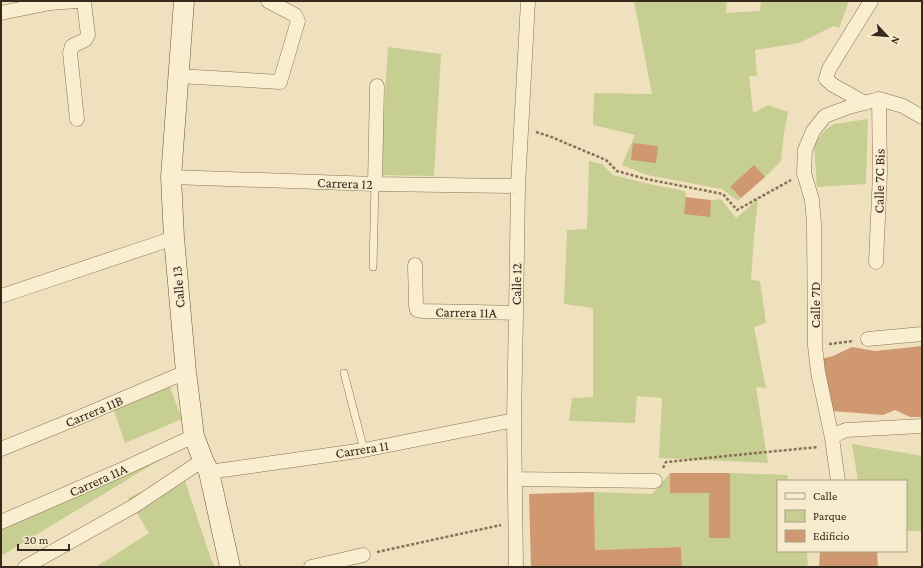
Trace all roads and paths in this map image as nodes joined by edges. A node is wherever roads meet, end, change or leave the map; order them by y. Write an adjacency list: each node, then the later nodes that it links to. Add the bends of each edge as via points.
1 (78, 1): 6 (street); 12 (street, via 84,4 88,35 86,40 72,46 70,53)
2 (184, 1): 7 (main road, Calle 13)
3 (268, 1): 7 (street, via 295,16 298,21 280,82)
4 (528, 1): 13 (street, Calle 12)
5 (871, 1): 10 (street, via 828,69 826,79)
6 (1, 13)
7 (178, 76): 15 (main road, Calle 13)
8 (377, 86): 16 (street)
9 (879, 99): 10 (street); 11 (street, via 903,106); 19 (street, Calle 7C Bis, via 880,173)
10 (865, 103): 14 (street, Calle 7D, via 825,116 813,131 805,150)
11 (922, 117)
12 (77, 119)
13 (521, 128): 14 (path, via 549,136 606,160 617,171 723,194 737,210); 17 (street, Calle 12)
14 (804, 173): 26 (street, Calle 7D, via 812,200 814,224)
15 (171, 178): 16 (street, Carrera 12); 18 (main road, Calle 13)
16 (375, 184): 17 (street, Carrera 12); 21 (lane)
17 (518, 186): 23 (street, Calle 12)
18 (174, 238): 22 (street); 27 (main road, Calle 13)
19 (876, 262)
20 (415, 265): 23 (street, Carrera 11A, via 417,310)
21 (373, 267)
22 (1, 296)
23 (516, 312): 29 (street, Calle 12)
24 (922, 334): 25 (street)
25 (868, 339): 26 (path)
26 (815, 346): 32 (street, Calle 7D)
27 (186, 372): 31 (main road, Calle 13); 33 (street, Carrera 11B)
28 (344, 373): 34 (lane)
29 (514, 420): 34 (street, Carrera 11); 36 (street, Calle 12)
30 (922, 426): 32 (street, via 846,430 839,433)
31 (194, 436): 35 (main road, Calle 13); 39 (street, Carrera 11A)
32 (832, 442): 37 (street, Calle 7D); 38 (path, via 666,462)
33 (1, 449)
34 (364, 450): 35 (street, Carrera 11)
35 (206, 466): 42 (street, Carrera 11); 43 (main road, Calle 13)
36 (515, 479): 38 (street); 40 (street, Calle 12)
37 (838, 480)
38 (655, 481)
39 (1, 522)
40 (516, 522): 41 (path); 45 (street, Calle 12)
41 (363, 555): 44 (street)
42 (25, 567)
43 (230, 567)
44 (311, 567)
45 (516, 567)

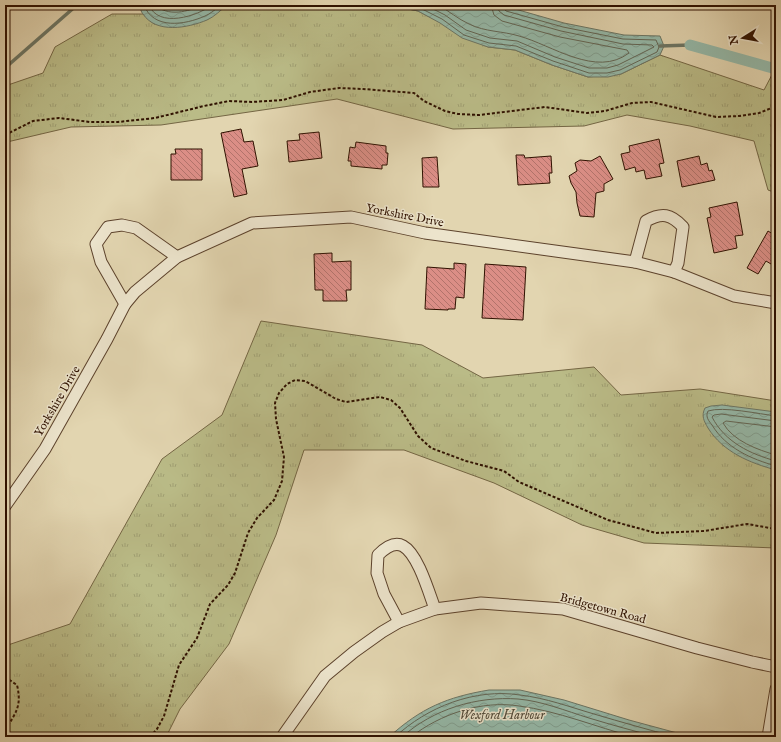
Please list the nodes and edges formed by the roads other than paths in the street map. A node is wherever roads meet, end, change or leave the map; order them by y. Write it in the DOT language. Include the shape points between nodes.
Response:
graph roads {
  1 [pos="177,257"];
  2 [pos="635,262"];
  3 [pos="674,272"];
  4 [pos="776,303"];
  5 [pos="125,304"];
  6 [pos="5,506"];
  7 [pos="435,609"];
  8 [pos="398,622"];
  9 [pos="776,666"];
  10 [pos="776,689"];
  11 [pos="282,737"];
  12 [pos="768,737"];
  1 -- 2 [label="street, Yorkshire Drive" via="252,224 352,217 426,233"];
  1 -- 5 [label="street, Yorkshire Drive" via="135,292"];
  1 -- 5 [label="street" via="136,228 122,225 108,227 96,244 101,262"];
  2 -- 3 [label="street, Yorkshire Drive"];
  2 -- 3 [label="street" via="646,221 663,215 676,219 683,227 678,263"];
  3 -- 4 [label="street, Yorkshire Drive" via="734,296"];
  5 -- 6 [label="street, Yorkshire Drive" via="45,449"];
  7 -- 8 [label="street, Bridgetown Road"];
  7 -- 8 [label="street" via="416,561 409,551 402,545 390,546 378,555 377,573"];
  7 -- 9 [label="street, Bridgetown Road" via="481,603 562,609 697,648"];
  8 -- 11 [label="street, Bridgetown Road" via="354,652 325,676"];
  10 -- 12 [label="street"];
}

● **Exercise aim**: Could you copy every record above exactly, leaving out the pictures?

● **Output of the task**:
Trace all roads and paths in this map image as nodes joined by edges. A node is wherever roads meet, end, change or leave the map; order them by y. Write an adjacency list: each node, then the later nodes that it links to. Add the bends of each edge as via points.
1 (78, 1): 6 (street); 12 (street, via 84,4 88,35 86,40 72,46 70,53)
2 (184, 1): 7 (main road, Calle 13)
3 (268, 1): 7 (street, via 295,16 298,21 280,82)
4 (528, 1): 13 (street, Calle 12)
5 (871, 1): 10 (street, via 828,69 826,79)
6 (1, 13)
7 (178, 76): 15 (main road, Calle 13)
8 (377, 86): 16 (street)
9 (879, 99): 10 (street); 11 (street, via 903,106); 19 (street, Calle 7C Bis, via 880,173)
10 (865, 103): 14 (street, Calle 7D, via 825,116 813,131 805,150)
11 (922, 117)
12 (77, 119)
13 (521, 128): 14 (path, via 549,136 606,160 617,171 723,194 737,210); 17 (street, Calle 12)
14 (804, 173): 26 (street, Calle 7D, via 812,200 814,224)
15 (171, 178): 16 (street, Carrera 12); 18 (main road, Calle 13)
16 (375, 184): 17 (street, Carrera 12); 21 (lane)
17 (518, 186): 23 (street, Calle 12)
18 (174, 238): 22 (street); 27 (main road, Calle 13)
19 (876, 262)
20 (415, 265): 23 (street, Carrera 11A, via 417,310)
21 (373, 267)
22 (1, 296)
23 (516, 312): 29 (street, Calle 12)
24 (922, 334): 25 (street)
25 (868, 339): 26 (path)
26 (815, 346): 32 (street, Calle 7D)
27 (186, 372): 31 (main road, Calle 13); 33 (street, Carrera 11B)
28 (344, 373): 34 (lane)
29 (514, 420): 34 (street, Carrera 11); 36 (street, Calle 12)
30 (922, 426): 32 (street, via 846,430 839,433)
31 (194, 436): 35 (main road, Calle 13); 39 (street, Carrera 11A)
32 (832, 442): 37 (street, Calle 7D); 38 (path, via 666,462)
33 (1, 449)
34 (364, 450): 35 (street, Carrera 11)
35 (206, 466): 42 (street, Carrera 11); 43 (main road, Calle 13)
36 (515, 479): 38 (street); 40 (street, Calle 12)
37 (838, 480)
38 (655, 481)
39 (1, 522)
40 (516, 522): 41 (path); 45 (street, Calle 12)
41 (363, 555): 44 (street)
42 (25, 567)
43 (230, 567)
44 (311, 567)
45 (516, 567)

Please list the nodes and edges formed by the roads other than paths in the street map. A node is wherever roads meet, end, change or leave the map; order them by y. Write it in the DOT language. Include the shape points between nodes.
Response:
graph roads {
  1 [pos="177,257"];
  2 [pos="635,262"];
  3 [pos="674,272"];
  4 [pos="776,303"];
  5 [pos="125,304"];
  6 [pos="5,506"];
  7 [pos="435,609"];
  8 [pos="398,622"];
  9 [pos="776,666"];
  10 [pos="776,689"];
  11 [pos="282,737"];
  12 [pos="768,737"];
  1 -- 2 [label="street, Yorkshire Drive" via="252,224 352,217 426,233"];
  1 -- 5 [label="street, Yorkshire Drive" via="135,292"];
  1 -- 5 [label="street" via="136,228 122,225 108,227 96,244 101,262"];
  2 -- 3 [label="street, Yorkshire Drive"];
  2 -- 3 [label="street" via="646,221 663,215 676,219 683,227 678,263"];
  3 -- 4 [label="street, Yorkshire Drive" via="734,296"];
  5 -- 6 [label="street, Yorkshire Drive" via="45,449"];
  7 -- 8 [label="street, Bridgetown Road"];
  7 -- 8 [label="street" via="416,561 409,551 402,545 390,546 378,555 377,573"];
  7 -- 9 [label="street, Bridgetown Road" via="481,603 562,609 697,648"];
  8 -- 11 [label="street, Bridgetown Road" via="354,652 325,676"];
  10 -- 12 [label="street"];
}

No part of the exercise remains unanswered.